What you should do: The response should consist of every line below, unchanged.

(Recorded data)
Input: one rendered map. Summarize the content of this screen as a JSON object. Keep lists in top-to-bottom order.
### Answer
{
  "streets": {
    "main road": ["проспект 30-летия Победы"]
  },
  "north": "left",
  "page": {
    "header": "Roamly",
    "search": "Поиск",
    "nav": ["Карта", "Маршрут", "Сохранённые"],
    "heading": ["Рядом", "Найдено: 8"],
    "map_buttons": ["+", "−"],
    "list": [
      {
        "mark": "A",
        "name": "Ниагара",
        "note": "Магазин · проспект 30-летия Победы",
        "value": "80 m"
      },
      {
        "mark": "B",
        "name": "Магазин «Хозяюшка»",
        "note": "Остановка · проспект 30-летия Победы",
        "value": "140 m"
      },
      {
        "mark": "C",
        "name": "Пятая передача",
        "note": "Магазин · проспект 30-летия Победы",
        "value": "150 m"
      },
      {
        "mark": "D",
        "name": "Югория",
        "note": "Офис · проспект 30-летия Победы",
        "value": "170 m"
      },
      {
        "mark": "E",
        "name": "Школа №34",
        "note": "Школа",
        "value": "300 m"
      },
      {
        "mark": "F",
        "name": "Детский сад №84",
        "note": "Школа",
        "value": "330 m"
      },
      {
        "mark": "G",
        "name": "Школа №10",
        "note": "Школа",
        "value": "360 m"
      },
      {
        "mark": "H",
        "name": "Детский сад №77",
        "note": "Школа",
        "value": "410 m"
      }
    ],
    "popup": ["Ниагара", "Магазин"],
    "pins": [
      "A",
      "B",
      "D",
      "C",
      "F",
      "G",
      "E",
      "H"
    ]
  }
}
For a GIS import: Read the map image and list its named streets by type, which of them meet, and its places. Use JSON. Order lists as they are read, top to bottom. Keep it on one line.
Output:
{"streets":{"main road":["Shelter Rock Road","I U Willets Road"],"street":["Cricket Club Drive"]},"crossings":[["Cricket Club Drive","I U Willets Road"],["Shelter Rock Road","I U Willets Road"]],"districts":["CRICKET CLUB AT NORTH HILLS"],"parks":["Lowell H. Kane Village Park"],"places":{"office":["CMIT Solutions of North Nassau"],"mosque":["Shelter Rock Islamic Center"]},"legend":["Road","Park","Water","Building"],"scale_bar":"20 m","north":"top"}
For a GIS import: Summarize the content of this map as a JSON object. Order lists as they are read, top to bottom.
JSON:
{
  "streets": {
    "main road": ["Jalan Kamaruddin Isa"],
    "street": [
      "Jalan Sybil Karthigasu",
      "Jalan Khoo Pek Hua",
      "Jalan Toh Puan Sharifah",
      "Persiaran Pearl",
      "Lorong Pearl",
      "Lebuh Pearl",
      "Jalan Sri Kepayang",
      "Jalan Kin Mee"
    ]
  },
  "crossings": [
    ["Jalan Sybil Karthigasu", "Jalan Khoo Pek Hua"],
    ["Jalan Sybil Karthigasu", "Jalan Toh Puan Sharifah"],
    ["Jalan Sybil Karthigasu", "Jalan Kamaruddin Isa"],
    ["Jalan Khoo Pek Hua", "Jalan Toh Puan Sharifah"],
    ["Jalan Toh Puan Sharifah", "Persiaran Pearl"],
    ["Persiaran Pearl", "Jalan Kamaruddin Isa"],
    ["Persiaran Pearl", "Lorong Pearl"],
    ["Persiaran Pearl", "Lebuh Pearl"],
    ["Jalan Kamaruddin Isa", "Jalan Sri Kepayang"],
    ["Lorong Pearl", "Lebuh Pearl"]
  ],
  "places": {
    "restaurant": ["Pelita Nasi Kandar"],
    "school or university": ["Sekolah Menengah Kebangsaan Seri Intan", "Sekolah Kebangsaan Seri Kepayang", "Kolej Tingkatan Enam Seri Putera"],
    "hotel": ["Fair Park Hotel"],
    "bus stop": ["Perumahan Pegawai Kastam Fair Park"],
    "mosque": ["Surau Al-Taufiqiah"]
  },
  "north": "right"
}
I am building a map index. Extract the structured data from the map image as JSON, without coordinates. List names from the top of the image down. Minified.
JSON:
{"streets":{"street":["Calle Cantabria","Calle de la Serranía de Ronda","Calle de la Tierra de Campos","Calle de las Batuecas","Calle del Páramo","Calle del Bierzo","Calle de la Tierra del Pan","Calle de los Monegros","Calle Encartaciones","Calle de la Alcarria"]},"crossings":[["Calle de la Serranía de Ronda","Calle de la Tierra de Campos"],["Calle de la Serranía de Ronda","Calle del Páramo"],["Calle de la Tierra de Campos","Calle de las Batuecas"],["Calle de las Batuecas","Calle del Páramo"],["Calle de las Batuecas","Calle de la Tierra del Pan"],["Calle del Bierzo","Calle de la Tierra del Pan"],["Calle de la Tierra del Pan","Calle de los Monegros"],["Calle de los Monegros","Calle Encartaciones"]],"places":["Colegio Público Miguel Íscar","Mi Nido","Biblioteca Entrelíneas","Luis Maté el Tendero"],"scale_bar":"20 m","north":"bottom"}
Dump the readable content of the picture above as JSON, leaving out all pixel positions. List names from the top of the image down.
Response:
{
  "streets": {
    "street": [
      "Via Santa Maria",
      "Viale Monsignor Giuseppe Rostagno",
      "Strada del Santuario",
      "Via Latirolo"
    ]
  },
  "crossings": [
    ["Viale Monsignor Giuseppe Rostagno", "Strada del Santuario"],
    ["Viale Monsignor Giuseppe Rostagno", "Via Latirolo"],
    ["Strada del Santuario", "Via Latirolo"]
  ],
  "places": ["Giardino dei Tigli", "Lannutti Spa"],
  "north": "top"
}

Answer section:
Input: one rendered map. Summarize the content of this screen as a JSON object. Keep lists in top-to-bottom order.
### Answer
{
  "streets": {
    "main road": ["проспект 30-летия Победы"]
  },
  "north": "left",
  "page": {
    "header": "Roamly",
    "search": "Поиск",
    "nav": ["Карта", "Маршрут", "Сохранённые"],
    "heading": ["Рядом", "Найдено: 8"],
    "map_buttons": ["+", "−"],
    "list": [
      {
        "mark": "A",
        "name": "Ниагара",
        "note": "Магазин · проспект 30-летия Победы",
        "value": "80 m"
      },
      {
        "mark": "B",
        "name": "Магазин «Хозяюшка»",
        "note": "Остановка · проспект 30-летия Победы",
        "value": "140 m"
      },
      {
        "mark": "C",
        "name": "Пятая передача",
        "note": "Магазин · проспект 30-летия Победы",
        "value": "150 m"
      },
      {
        "mark": "D",
        "name": "Югория",
        "note": "Офис · проспект 30-летия Победы",
        "value": "170 m"
      },
      {
        "mark": "E",
        "name": "Школа №34",
        "note": "Школа",
        "value": "300 m"
      },
      {
        "mark": "F",
        "name": "Детский сад №84",
        "note": "Школа",
        "value": "330 m"
      },
      {
        "mark": "G",
        "name": "Школа №10",
        "note": "Школа",
        "value": "360 m"
      },
      {
        "mark": "H",
        "name": "Детский сад №77",
        "note": "Школа",
        "value": "410 m"
      }
    ],
    "popup": ["Ниагара", "Магазин"],
    "pins": [
      "A",
      "B",
      "D",
      "C",
      "F",
      "G",
      "E",
      "H"
    ]
  }
}
For a GIS import: Read the map image and list its named streets by type, which of them meet, and its places. Use JSON. Order lists as they are read, top to bottom. Keep it on one line.
Output:
{"streets":{"main road":["Shelter Rock Road","I U Willets Road"],"street":["Cricket Club Drive"]},"crossings":[["Cricket Club Drive","I U Willets Road"],["Shelter Rock Road","I U Willets Road"]],"districts":["CRICKET CLUB AT NORTH HILLS"],"parks":["Lowell H. Kane Village Park"],"places":{"office":["CMIT Solutions of North Nassau"],"mosque":["Shelter Rock Islamic Center"]},"legend":["Road","Park","Water","Building"],"scale_bar":"20 m","north":"top"}
For a GIS import: Summarize the content of this map as a JSON object. Order lists as they are read, top to bottom.
JSON:
{
  "streets": {
    "main road": ["Jalan Kamaruddin Isa"],
    "street": [
      "Jalan Sybil Karthigasu",
      "Jalan Khoo Pek Hua",
      "Jalan Toh Puan Sharifah",
      "Persiaran Pearl",
      "Lorong Pearl",
      "Lebuh Pearl",
      "Jalan Sri Kepayang",
      "Jalan Kin Mee"
    ]
  },
  "crossings": [
    ["Jalan Sybil Karthigasu", "Jalan Khoo Pek Hua"],
    ["Jalan Sybil Karthigasu", "Jalan Toh Puan Sharifah"],
    ["Jalan Sybil Karthigasu", "Jalan Kamaruddin Isa"],
    ["Jalan Khoo Pek Hua", "Jalan Toh Puan Sharifah"],
    ["Jalan Toh Puan Sharifah", "Persiaran Pearl"],
    ["Persiaran Pearl", "Jalan Kamaruddin Isa"],
    ["Persiaran Pearl", "Lorong Pearl"],
    ["Persiaran Pearl", "Lebuh Pearl"],
    ["Jalan Kamaruddin Isa", "Jalan Sri Kepayang"],
    ["Lorong Pearl", "Lebuh Pearl"]
  ],
  "places": {
    "restaurant": ["Pelita Nasi Kandar"],
    "school or university": ["Sekolah Menengah Kebangsaan Seri Intan", "Sekolah Kebangsaan Seri Kepayang", "Kolej Tingkatan Enam Seri Putera"],
    "hotel": ["Fair Park Hotel"],
    "bus stop": ["Perumahan Pegawai Kastam Fair Park"],
    "mosque": ["Surau Al-Taufiqiah"]
  },
  "north": "right"
}
I am building a map index. Extract the structured data from the map image as JSON, without coordinates. List names from the top of the image down. Minified.
JSON:
{"streets":{"street":["Calle Cantabria","Calle de la Serranía de Ronda","Calle de la Tierra de Campos","Calle de las Batuecas","Calle del Páramo","Calle del Bierzo","Calle de la Tierra del Pan","Calle de los Monegros","Calle Encartaciones","Calle de la Alcarria"]},"crossings":[["Calle de la Serranía de Ronda","Calle de la Tierra de Campos"],["Calle de la Serranía de Ronda","Calle del Páramo"],["Calle de la Tierra de Campos","Calle de las Batuecas"],["Calle de las Batuecas","Calle del Páramo"],["Calle de las Batuecas","Calle de la Tierra del Pan"],["Calle del Bierzo","Calle de la Tierra del Pan"],["Calle de la Tierra del Pan","Calle de los Monegros"],["Calle de los Monegros","Calle Encartaciones"]],"places":["Colegio Público Miguel Íscar","Mi Nido","Biblioteca Entrelíneas","Luis Maté el Tendero"],"scale_bar":"20 m","north":"bottom"}
Dump the readable content of the picture above as JSON, leaving out all pixel positions. List names from the top of the image down.
Response:
{
  "streets": {
    "street": [
      "Via Santa Maria",
      "Viale Monsignor Giuseppe Rostagno",
      "Strada del Santuario",
      "Via Latirolo"
    ]
  },
  "crossings": [
    ["Viale Monsignor Giuseppe Rostagno", "Strada del Santuario"],
    ["Viale Monsignor Giuseppe Rostagno", "Via Latirolo"],
    ["Strada del Santuario", "Via Latirolo"]
  ],
  "places": ["Giardino dei Tigli", "Lannutti Spa"],
  "north": "top"
}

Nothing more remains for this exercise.